Hello!
I noticed high traffic in an NFS environment and tracked it down to some
users who moved SQLite databases over from previously-local storage.
The usage pattern of SQLite here seems particularly bad on NFSv3 clients,
where a combination of F_RDLCK to F_WRLCK upgrading and locking polling
is entirely discarding the cache for other processes on the same client.
Our load balancing configuration typically sticks most file accesses to
individual hosts (NFS clients), so I figured it was time to re-evaluate
the status of NFSv4 and file delegations here, since the files could be
delegated to one client, and then maybe the page cache could work as it
does on a local file system. It turns out this isn't happening...
First, it seems that SQLite always opens the file O_RDWR. knfsd does not
seem to create a delegation in this case; I see it only for O_RDONLY.
Second, it seems that do_setlk() in fs/nfs/file.c always nfs_zap_caches()
unless there's a ->have_delegation(inode, FMODE_READ). That condition has
changed slightly over the years, but the basic concept of invalidating
the cache in do_setlk has been around since pre-git.
Since it seems like there's the intention to preserve cache with a read
delegation, I wrote a simplified testcase to simulate SQLite locking.
With the open changed to O_RDONY (and F_RDLCK only), the v3 mount and
server show "POSIX ADVISORY READ" in /proc/locks. The v4 mount shows
"DELEG ACTIVE READ" on the server and "POSIX ADVISORY READ" on the
client.
With O_RDONLY, I can see that cache is zapped following F_RDLCK on v3 and
not zapped on v4, so this appears to be working as expected.
With O_RDWR restored, both server and client show "POSIX ADVISORY READ"
with v3 or v4 mounts, and since there is no read delegation, the cache
gets zapped.
RFC 8881 10.4.2 seems to talk about locking when an OPEN_DELEGATE_WRITE
delegation is present, so it seems this was perhaps intended to work.

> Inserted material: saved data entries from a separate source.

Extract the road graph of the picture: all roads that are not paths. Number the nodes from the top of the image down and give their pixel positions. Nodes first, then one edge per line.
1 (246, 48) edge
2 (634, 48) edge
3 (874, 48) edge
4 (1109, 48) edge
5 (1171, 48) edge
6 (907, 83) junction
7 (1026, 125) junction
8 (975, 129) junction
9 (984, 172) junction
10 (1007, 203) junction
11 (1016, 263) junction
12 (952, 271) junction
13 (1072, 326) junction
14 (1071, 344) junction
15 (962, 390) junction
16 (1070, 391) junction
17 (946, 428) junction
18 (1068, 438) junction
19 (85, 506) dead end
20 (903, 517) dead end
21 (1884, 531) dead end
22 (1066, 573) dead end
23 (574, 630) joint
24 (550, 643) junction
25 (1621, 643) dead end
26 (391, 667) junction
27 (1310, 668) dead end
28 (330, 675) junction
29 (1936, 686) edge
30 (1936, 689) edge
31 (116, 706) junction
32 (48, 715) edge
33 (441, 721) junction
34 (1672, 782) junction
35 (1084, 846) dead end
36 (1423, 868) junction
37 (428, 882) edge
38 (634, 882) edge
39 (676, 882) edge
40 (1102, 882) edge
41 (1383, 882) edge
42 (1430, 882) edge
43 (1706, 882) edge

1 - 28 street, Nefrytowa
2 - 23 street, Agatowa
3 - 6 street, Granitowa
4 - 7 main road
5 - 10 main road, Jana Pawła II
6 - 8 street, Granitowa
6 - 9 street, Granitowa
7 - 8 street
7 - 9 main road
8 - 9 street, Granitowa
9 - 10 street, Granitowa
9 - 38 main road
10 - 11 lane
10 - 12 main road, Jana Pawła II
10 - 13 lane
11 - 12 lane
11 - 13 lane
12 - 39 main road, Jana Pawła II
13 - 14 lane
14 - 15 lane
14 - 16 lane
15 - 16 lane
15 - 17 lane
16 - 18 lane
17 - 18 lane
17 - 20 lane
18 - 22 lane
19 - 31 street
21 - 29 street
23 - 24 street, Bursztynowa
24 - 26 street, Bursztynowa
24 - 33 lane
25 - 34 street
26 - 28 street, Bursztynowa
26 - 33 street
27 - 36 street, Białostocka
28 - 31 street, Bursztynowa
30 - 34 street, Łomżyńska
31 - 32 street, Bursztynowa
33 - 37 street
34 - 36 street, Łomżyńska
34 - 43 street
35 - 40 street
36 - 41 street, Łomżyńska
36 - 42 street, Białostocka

How far off would we be from write delegations happening here?
I can post the testcase code if it would be helpful.
Simon-
On 1 Feb 2022, at 20:41, Simon Kirby wrote:
> Hello!
>
> I noticed high traffic in an NFS environment and tracked it down to some
> users who moved SQLite databases over from previously-local storage.
>
> The usage pattern of SQLite here seems particularly bad on NFSv3 clients,
> where a combination of F_RDLCK to F_WRLCK upgrading and locking polling
> is entirely discarding the cache for other processes on the same client.
>
> Our load balancing configuration typically sticks most file accesses to
> individual hosts (NFS clients), so I figured it was time to re-evaluate
> the status of NFSv4 and file delegations here, since the files could be
> delegated to one client, and then maybe the page cache could work as it
> does on a local file system. It turns out this isn't happening...
>
> First, it seems that SQLite always opens the file O_RDWR. knfsd does not
> seem to create a delegation in this case; I see it only for O_RDONLY.
>
> Second, it seems that do_setlk() in fs/nfs/file.c always nfs_zap_caches()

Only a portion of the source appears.